Music Recommendation Exercise (6/17/21) | Mathaus Silva
In preparation for next class' recommender system, we will be cleaning a database worth of other people's song preferences as well as my own. First, we import the appropriate libraries and load in the music recommendation data.
Then, we load the full set of unique user IDs into a pandas Series. That is, not including any user more than once in the series.
Having successfully coded a unique pandas Series, we then use the sample() method to select a random subset of users to work with, so that we don’t have to deal with the entire jams file.
To avoid long computation times, I limited the random subset to 1000 to get a sufficient representation of the full dataset.
Next, we load every jam (from the jams.tsv DataFrame) from every user in the 1000 data sample. On average, there are roughly 15 jams per user, so we should end up with around 15,000 songs.
An output of 16,408 rows indicates the code ran successfully, averaging to around 16 jams per user.
Next, we only need three columns from 'jam': user ID, artist, and song title. We can discard all the remaining columns.
In order to give a song a unique name string, we need to combine the artist and song title into a single column.
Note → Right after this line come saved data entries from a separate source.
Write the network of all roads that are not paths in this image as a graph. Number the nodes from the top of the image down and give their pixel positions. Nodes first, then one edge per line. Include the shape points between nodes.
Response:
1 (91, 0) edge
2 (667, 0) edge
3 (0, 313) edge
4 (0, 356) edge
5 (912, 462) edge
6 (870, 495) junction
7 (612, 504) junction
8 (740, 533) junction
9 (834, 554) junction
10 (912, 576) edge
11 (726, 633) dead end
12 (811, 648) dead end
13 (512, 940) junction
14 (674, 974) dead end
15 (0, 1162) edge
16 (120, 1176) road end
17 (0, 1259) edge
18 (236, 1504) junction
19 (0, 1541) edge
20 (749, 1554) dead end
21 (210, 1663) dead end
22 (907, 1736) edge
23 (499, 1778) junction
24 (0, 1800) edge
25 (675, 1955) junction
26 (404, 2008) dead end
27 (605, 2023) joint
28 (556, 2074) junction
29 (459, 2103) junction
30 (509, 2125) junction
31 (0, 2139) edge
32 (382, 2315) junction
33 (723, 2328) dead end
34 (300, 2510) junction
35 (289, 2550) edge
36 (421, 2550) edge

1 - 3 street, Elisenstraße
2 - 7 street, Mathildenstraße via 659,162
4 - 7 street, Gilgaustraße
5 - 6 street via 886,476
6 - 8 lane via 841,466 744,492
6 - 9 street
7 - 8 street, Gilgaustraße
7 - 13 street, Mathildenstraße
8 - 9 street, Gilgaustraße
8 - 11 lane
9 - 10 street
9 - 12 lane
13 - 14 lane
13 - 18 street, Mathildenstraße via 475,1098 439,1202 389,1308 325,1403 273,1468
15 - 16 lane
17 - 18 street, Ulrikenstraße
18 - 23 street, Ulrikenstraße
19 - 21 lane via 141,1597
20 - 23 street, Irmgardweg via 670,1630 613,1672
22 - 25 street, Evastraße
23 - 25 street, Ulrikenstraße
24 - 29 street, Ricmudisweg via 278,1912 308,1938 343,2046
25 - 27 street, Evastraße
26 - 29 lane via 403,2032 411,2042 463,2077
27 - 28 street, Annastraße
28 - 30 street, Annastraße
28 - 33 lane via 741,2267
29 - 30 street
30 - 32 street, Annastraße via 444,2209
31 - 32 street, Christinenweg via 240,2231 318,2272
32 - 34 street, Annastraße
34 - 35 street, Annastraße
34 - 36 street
That is, rather than a column with “Don’t Stop Believin’” for song title and “Journey” as artist, create a new column called “song” that contains text like “Don’t Stop Believin’, by Journey”.
Now that we have added the 'song' column, we can drop the original title and artist columns so that your final jams DataFrame contains just two columns, user and song.
Having set 'jam' to just two columns, user and song, we now export the DataFrame to a new CSV file named 'jam-sample.csv', which we will use to analyze in class.